SOURCE INFORMATION:
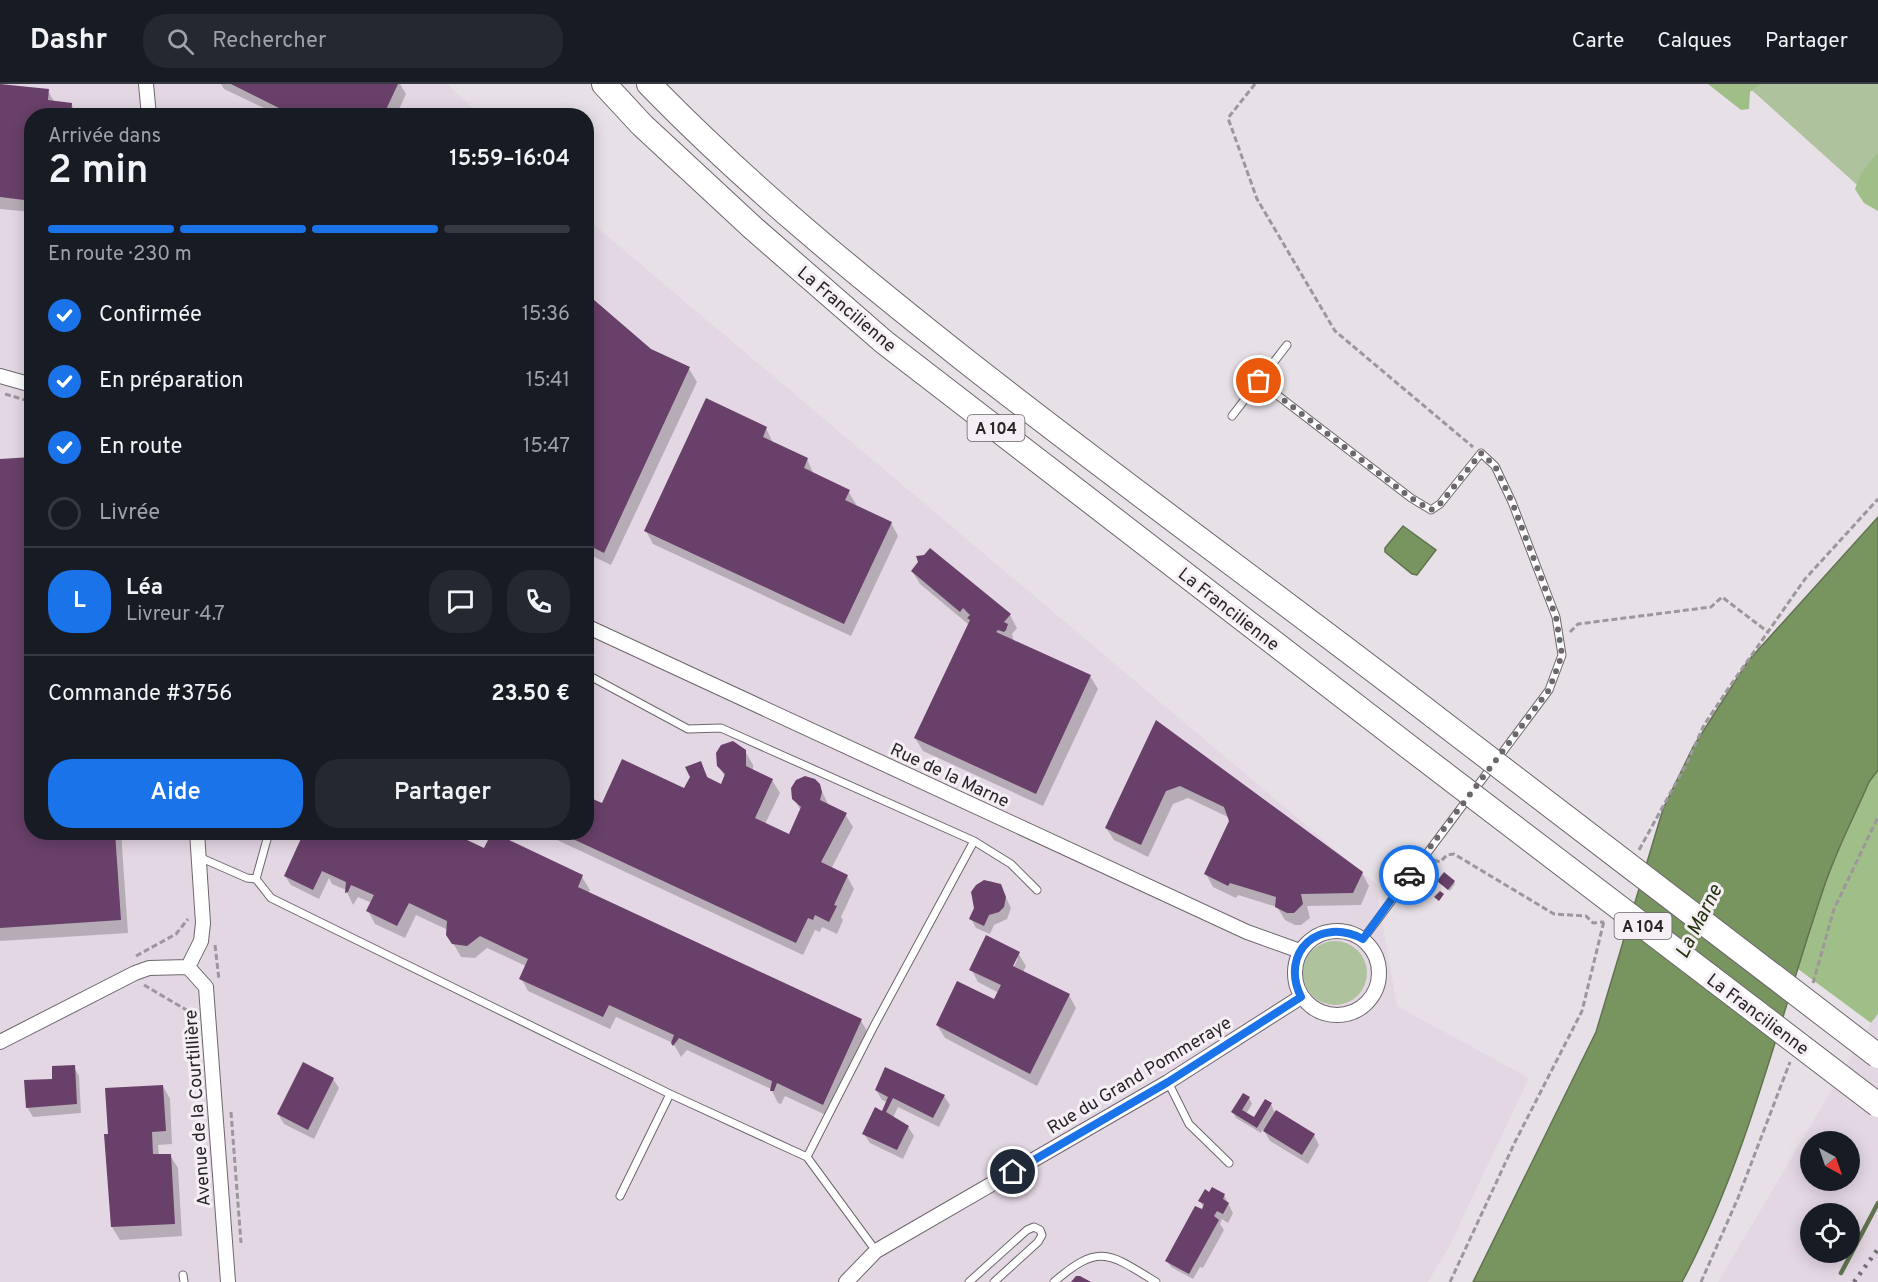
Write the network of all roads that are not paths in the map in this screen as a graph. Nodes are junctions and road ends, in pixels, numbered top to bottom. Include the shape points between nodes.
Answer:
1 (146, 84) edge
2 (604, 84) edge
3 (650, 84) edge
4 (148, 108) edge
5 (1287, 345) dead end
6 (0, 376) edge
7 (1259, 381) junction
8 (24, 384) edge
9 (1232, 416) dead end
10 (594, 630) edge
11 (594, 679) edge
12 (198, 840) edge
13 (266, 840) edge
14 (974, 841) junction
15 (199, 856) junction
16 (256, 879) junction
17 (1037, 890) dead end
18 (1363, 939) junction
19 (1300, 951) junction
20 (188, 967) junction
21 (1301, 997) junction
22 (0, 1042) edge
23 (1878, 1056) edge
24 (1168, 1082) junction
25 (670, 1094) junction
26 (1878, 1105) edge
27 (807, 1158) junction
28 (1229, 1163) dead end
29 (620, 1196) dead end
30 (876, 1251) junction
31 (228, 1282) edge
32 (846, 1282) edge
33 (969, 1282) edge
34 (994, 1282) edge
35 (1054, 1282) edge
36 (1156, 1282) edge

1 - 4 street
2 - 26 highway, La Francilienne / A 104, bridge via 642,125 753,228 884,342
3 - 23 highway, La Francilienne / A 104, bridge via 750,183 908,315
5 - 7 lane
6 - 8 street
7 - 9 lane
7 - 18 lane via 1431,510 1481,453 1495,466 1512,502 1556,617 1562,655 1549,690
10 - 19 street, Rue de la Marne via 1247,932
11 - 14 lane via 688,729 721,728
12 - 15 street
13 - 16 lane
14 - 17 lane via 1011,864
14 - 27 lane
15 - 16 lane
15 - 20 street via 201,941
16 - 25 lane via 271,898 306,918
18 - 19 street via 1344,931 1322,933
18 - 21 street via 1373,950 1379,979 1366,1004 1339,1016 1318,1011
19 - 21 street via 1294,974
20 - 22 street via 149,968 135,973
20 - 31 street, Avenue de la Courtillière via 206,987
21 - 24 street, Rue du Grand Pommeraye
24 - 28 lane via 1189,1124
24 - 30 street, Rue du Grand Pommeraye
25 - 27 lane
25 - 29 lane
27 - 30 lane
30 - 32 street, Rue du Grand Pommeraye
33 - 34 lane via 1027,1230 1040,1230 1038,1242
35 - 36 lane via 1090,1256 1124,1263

---

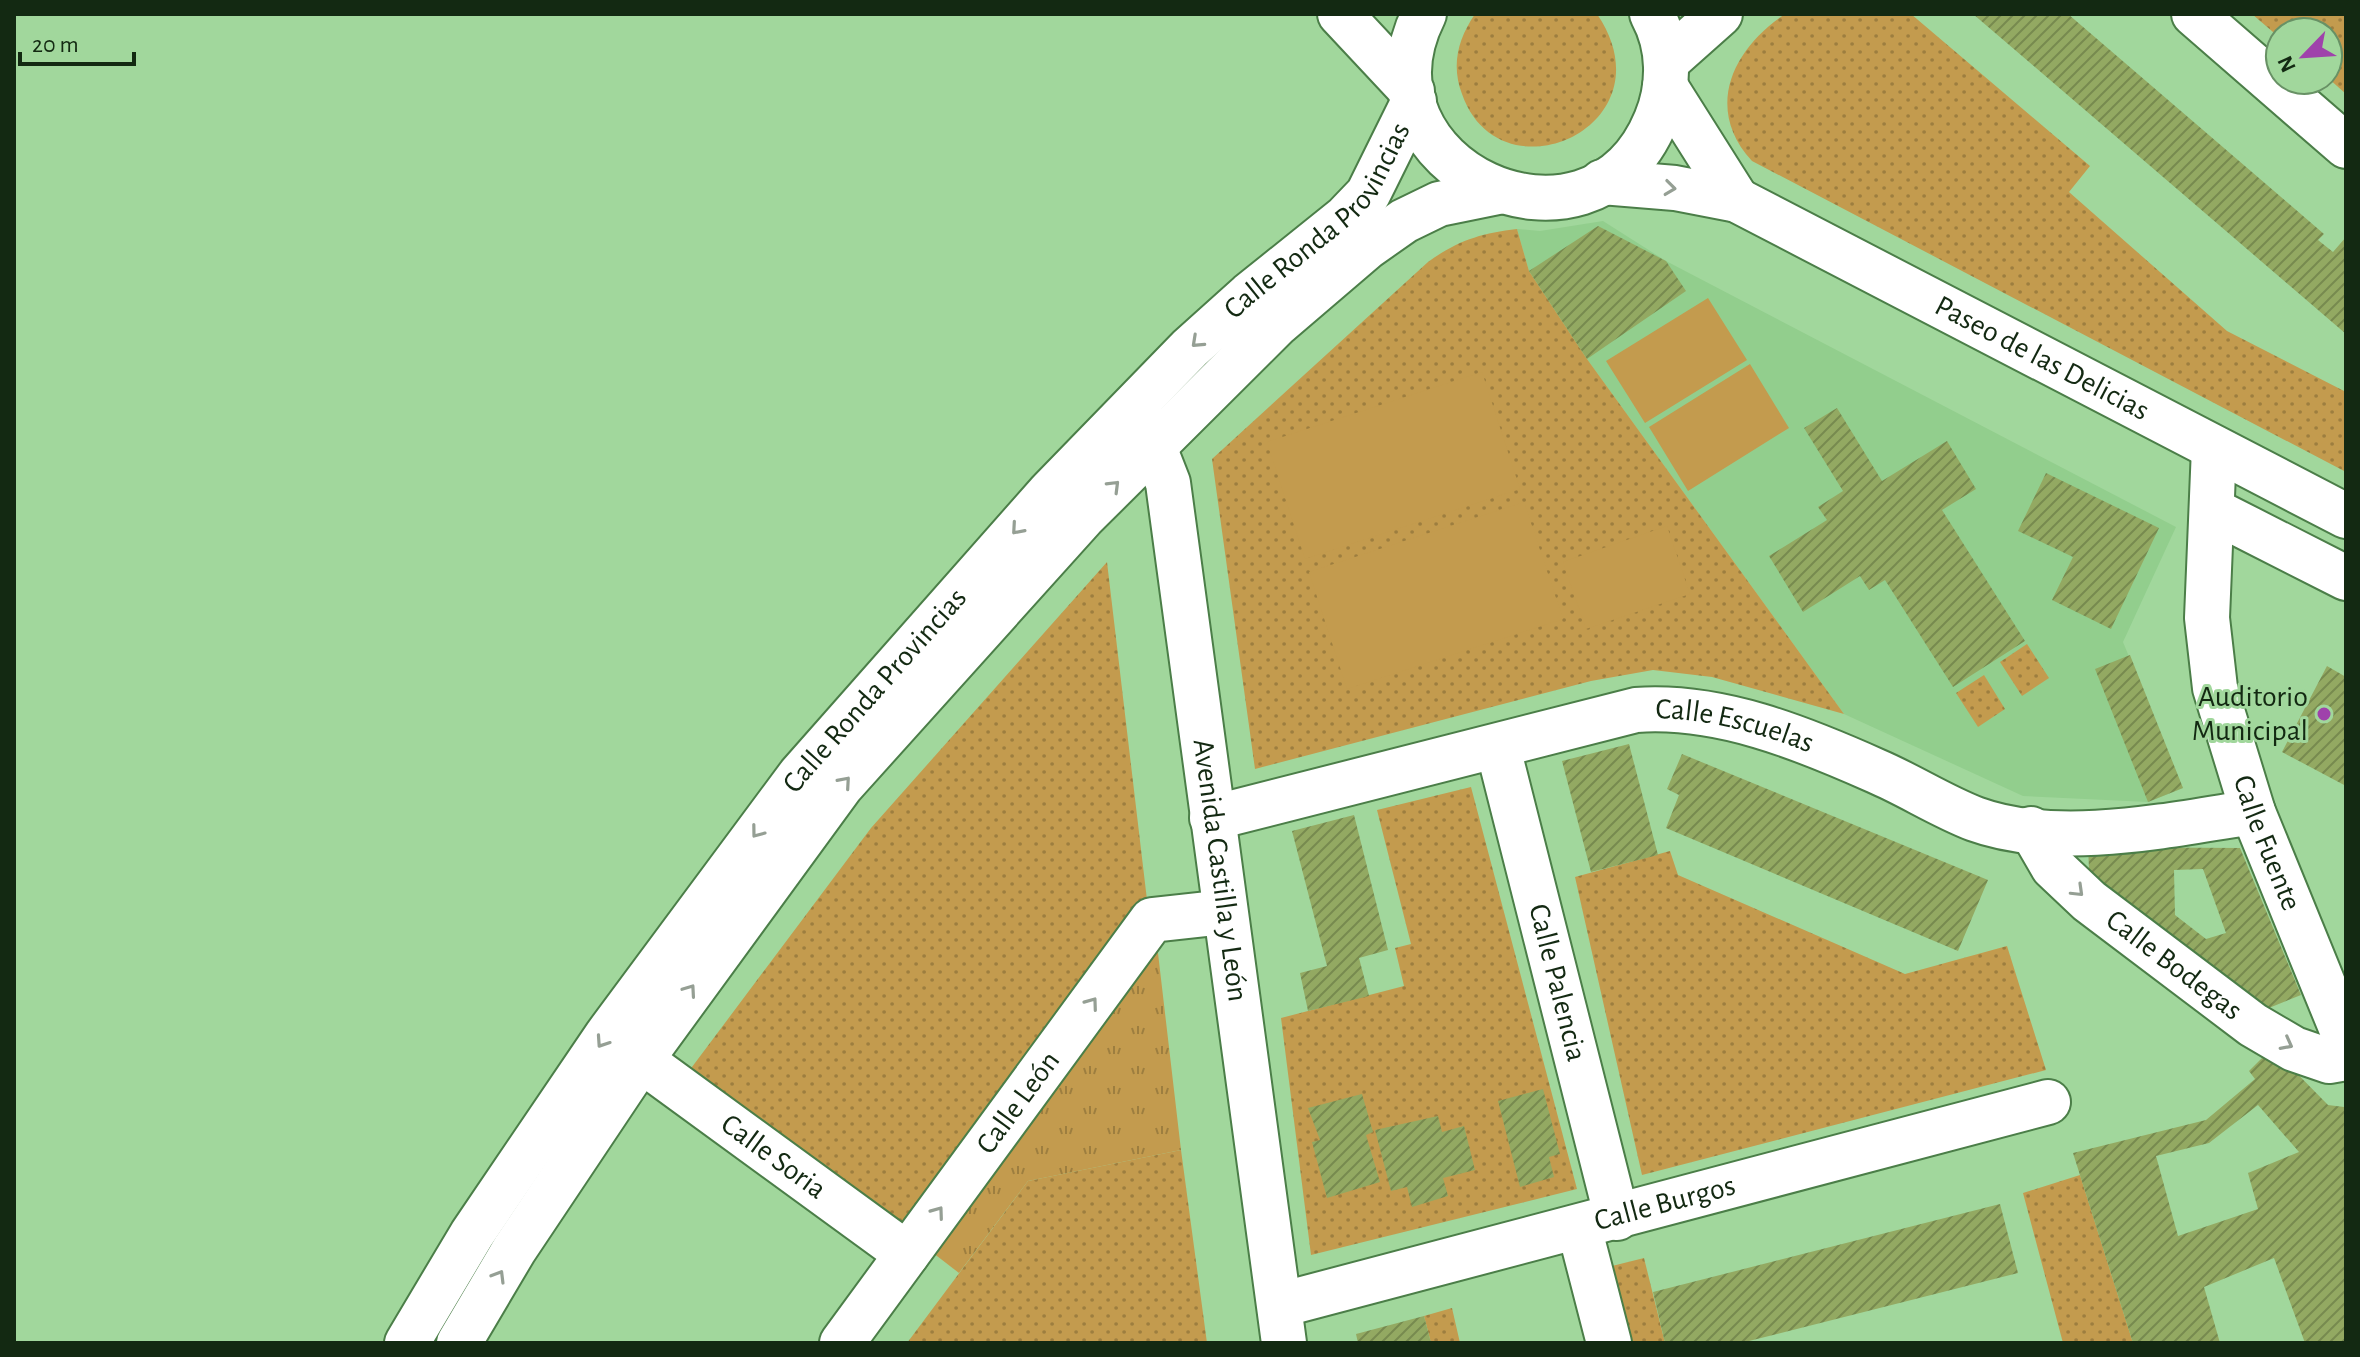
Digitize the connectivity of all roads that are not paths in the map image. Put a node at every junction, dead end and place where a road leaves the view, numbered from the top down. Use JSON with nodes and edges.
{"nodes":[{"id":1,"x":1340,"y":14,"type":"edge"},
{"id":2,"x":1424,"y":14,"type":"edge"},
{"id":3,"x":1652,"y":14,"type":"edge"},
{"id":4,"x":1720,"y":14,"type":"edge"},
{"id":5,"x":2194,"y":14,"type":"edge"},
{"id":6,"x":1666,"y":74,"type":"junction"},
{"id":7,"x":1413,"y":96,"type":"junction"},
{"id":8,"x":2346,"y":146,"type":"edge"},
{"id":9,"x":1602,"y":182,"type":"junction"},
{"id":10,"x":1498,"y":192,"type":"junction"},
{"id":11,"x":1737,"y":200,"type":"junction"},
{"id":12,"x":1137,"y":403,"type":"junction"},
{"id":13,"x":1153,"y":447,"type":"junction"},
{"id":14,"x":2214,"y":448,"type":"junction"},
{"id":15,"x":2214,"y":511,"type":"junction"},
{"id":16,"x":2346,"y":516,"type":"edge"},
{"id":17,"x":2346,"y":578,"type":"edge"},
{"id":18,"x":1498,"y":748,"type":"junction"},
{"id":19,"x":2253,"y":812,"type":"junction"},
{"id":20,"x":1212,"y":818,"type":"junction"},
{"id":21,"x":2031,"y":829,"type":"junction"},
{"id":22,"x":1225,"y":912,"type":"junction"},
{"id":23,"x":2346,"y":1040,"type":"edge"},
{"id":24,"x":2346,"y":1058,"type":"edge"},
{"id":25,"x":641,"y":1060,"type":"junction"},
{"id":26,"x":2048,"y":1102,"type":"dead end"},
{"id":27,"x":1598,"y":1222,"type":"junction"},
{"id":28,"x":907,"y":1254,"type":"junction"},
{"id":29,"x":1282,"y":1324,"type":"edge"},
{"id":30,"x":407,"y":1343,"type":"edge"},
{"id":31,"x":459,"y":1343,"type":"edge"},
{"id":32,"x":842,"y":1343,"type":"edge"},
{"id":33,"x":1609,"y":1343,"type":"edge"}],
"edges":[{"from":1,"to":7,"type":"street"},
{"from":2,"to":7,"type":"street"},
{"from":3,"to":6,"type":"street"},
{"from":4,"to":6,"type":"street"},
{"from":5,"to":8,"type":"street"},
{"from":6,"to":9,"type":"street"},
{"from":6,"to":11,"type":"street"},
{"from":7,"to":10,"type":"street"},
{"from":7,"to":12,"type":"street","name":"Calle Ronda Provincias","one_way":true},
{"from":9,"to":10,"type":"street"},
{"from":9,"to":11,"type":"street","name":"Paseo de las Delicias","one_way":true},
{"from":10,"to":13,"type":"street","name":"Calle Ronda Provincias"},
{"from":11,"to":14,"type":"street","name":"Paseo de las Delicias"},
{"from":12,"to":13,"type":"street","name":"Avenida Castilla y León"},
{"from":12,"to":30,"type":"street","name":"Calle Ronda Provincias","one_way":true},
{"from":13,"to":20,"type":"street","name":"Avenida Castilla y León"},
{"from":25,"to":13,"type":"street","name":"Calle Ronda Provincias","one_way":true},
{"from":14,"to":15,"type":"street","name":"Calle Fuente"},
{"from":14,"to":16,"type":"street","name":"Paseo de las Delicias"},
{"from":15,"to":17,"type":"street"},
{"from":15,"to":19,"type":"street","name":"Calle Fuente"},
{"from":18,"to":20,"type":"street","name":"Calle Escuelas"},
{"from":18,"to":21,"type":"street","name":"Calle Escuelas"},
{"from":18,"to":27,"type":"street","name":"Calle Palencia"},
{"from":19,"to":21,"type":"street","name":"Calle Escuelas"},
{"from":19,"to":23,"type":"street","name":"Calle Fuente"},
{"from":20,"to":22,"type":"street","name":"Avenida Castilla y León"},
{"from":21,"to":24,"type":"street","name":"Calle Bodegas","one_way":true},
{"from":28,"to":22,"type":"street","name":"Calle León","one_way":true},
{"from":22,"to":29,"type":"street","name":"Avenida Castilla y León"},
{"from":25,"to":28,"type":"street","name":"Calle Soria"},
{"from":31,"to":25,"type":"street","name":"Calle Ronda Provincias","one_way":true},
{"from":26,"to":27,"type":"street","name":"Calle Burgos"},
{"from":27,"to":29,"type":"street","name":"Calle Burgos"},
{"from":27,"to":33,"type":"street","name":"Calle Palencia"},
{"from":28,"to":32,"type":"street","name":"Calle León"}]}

WHAT THE EXERCISE ASKS:
Line by line, check the material above for the word "Fuente", then give the number of lines that hold it and nothing else.

RESPONSE BOX:
3